= Osman Pasha the Bosnian =

Ottoman statesman

Osman Pasha the Bosnian (Boşnak Osman Paşa; died 1 August 1685) or the Herzegovinian (Hersekli Osman Paşa), known as Osman Pasha Kazanac, was an Ottoman statesman who served as the governor of the Damascus Eyalet (1676–1678, 1683), of Anatolia Eyalet (1678–1680), of Egypt Eyalet (1680–1683), of Diyarbekir Eyalet (1683), of Bosnia Eyalet (1684), and of Eğri Eyalet (1685).
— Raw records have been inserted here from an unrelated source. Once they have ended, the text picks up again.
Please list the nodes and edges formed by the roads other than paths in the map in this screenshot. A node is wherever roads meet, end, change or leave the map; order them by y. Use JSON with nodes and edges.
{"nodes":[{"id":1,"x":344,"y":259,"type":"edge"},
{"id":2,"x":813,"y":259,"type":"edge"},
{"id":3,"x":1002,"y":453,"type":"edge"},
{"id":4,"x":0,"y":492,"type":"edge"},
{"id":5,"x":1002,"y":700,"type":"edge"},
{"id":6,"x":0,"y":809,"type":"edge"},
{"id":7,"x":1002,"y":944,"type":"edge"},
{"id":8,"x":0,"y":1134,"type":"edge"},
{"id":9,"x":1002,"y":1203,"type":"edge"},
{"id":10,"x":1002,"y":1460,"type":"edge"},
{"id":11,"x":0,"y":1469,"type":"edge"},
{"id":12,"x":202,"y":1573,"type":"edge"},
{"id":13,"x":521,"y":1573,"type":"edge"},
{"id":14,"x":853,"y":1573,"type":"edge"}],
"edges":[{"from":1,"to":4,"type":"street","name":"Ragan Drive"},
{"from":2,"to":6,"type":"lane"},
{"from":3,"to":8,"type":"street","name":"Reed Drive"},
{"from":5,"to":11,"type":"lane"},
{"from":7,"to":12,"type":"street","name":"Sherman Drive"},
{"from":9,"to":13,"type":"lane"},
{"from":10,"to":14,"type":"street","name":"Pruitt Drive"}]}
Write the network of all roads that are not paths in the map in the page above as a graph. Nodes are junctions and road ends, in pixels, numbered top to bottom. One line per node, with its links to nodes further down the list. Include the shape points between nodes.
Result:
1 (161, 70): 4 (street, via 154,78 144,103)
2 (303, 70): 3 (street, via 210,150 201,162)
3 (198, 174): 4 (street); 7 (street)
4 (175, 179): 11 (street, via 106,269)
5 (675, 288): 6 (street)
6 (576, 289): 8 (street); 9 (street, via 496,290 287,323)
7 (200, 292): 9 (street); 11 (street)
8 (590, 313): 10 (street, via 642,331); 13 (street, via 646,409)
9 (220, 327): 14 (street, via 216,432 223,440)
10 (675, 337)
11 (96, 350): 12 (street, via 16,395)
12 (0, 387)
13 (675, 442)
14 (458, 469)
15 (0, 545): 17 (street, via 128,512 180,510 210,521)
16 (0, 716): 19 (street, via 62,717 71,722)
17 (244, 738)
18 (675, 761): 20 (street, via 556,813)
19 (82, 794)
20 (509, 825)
His byname suggests that he hailed from the Sanjak of Bosnia or the Sanjak of Herzegovina.

While governor of the Eğri Eyalet (Eger) during the Great Turkish War, he was caught outside of the walls of the Castle of Eger when the Austrians began their siege, dying on August 1, 1685.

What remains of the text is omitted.